2022-11-26 17:08:59

by Andrew Lunn

[permalink] [raw]
Subject: Re: [PATCH v4 2/6] can: etas_es58x: add devlink support

> @@ -2196,11 +2198,12 @@ static struct es58x_device *es58x_init_es58x_dev(struct usb_interface *intf,
> ops = &es581_4_ops;
> }
>
> - es58x_dev = devm_kzalloc(dev, es58x_sizeof_es58x_device(param),
> - GFP_KERNEL);
> - if (!es58x_dev)
> + devlink = devlink_alloc(&es58x_dl_ops, es58x_sizeof_es58x_device(param),
> + dev);
> + if (!devlink)
> return ERR_PTR(-ENOMEM);
>
> + es58x_dev = devlink_priv(devlink);

That is 'interesting'. Makes me wonder about lifetimes of different
objects. Previously your es58x_dev structure would disappear when the
driver is released, or an explicit call to devm_kfree(). Now it
disappears when devlink_free() is called. Any danger of use after free
here?

USB devices always make me wonder about life times rules since they
are probably the mode dynamic sort of device the kernel has the
handle, them just abruptly disappearing.

> es58x_dev->param = param;
> es58x_dev->ops = ops;
> es58x_dev->dev = dev;
> @@ -2247,6 +2250,8 @@ static int es58x_probe(struct usb_interface *intf,
> if (ret)
> return ret;
>
> + devlink_register(priv_to_devlink(es58x_dev));
> +
> for (ch_idx = 0; ch_idx < es58x_dev->num_can_ch; ch_idx++) {
> ret = es58x_init_netdev(es58x_dev, ch_idx);
> if (ret) {
> @@ -2272,8 +2277,10 @@ static void es58x_disconnect(struct usb_interface *intf)
> dev_info(&intf->dev, "Disconnecting %s %s\n",
> es58x_dev->udev->manufacturer, es58x_dev->udev->product);
>
> + devlink_unregister(priv_to_devlink(es58x_dev));
> es58x_free_netdevs(es58x_dev);
> es58x_free_urbs(es58x_dev);
> + devlink_free(priv_to_devlink(es58x_dev));
> usb_set_intfdata(intf, NULL);

Should devlink_free() be after usb_set_inftdata()?

Andrew


2022-11-27 06:15:32

by Vincent MAILHOL

[permalink] [raw]
Subject: Re: [PATCH v4 2/6] can: etas_es58x: add devlink support

On Tue. 27 Nov. 2022 at 01:51, Andrew Lunn <[email protected]> wrote:
> > @@ -2196,11 +2198,12 @@ static struct es58x_device *es58x_init_es58x_dev(struct usb_interface *intf,
> > ops = &es581_4_ops;
> > }
> >
> > - es58x_dev = devm_kzalloc(dev, es58x_sizeof_es58x_device(param),
> > - GFP_KERNEL);
> > - if (!es58x_dev)
> > + devlink = devlink_alloc(&es58x_dl_ops, es58x_sizeof_es58x_device(param),
> > + dev);
> > + if (!devlink)
> > return ERR_PTR(-ENOMEM);
> >
> > + es58x_dev = devlink_priv(devlink);
>
> That is 'interesting'.

Another interesting thing I found is:
https://elixir.bootlin.com/linux/v6.1-rc6/source/drivers/net/ethernet/intel/ice/ice_devlink.c#L866

Because devlink does not have an equivalent to devm_kzalloc(), that
driver uses devm_add_action_or_reset() instead. But any other drivers
will call devlink_free() in their disconnect function. So here, I just
followed the trend.

> Makes me wonder about lifetimes of different
> objects. Previously your es58x_dev structure would disappear when the
> driver is released, or an explicit call to devm_kfree(). Now it
> disappears when devlink_free() is called.
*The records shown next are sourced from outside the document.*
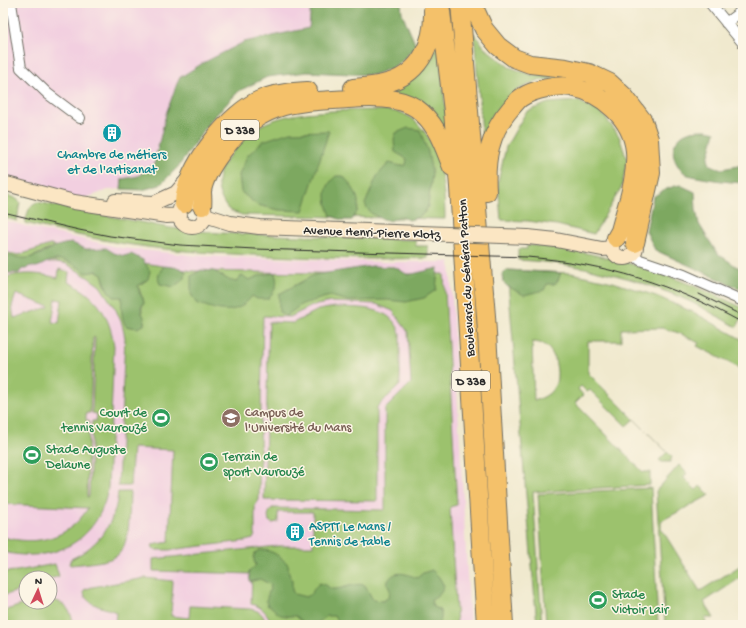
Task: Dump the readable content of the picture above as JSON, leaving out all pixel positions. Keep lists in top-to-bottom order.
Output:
{
  "streets": {
    "highway": ["D 338", "Boulevard du Général Patton"],
    "street": ["Avenue Henri-Pierre Klotz"]
  },
  "crossings": [
    ["D 338", "Avenue Henri-Pierre Klotz"],
    ["D 338", "Boulevard du Général Patton"]
  ],
  "places": {
    "building": ["Chambre de métiers et de l'artisanat", "ASPTT Le Mans / Tennis de table"],
    "sports": [
      "Court de tennis Vaurouzé",
      "Stade Auguste Delaune",
      "Terrain de sport Vaurouzé",
      "Stade Victoir Lair"
    ],
    "school or university": ["Campus de l'Université du Mans"]
  },
  "north": "top"
}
Even before that, this driver used to release es58x_dev in its
disconnect() function. I changed it to use devm_kzalloc() last year
after discovering its existence.
https://git.kernel.org/torvalds/linux/c/6bde4c7fd845

>Any danger of use after free here?

devlink_alloc() allocates one continuous block for both the devlink
and the device priv (struct es58x_dev here):
https://elixir.bootlin.com/linux/v6.1-rc6/source/net/core/devlink.c#L9629

So calling devlink_free() also releases struct es58x_dev.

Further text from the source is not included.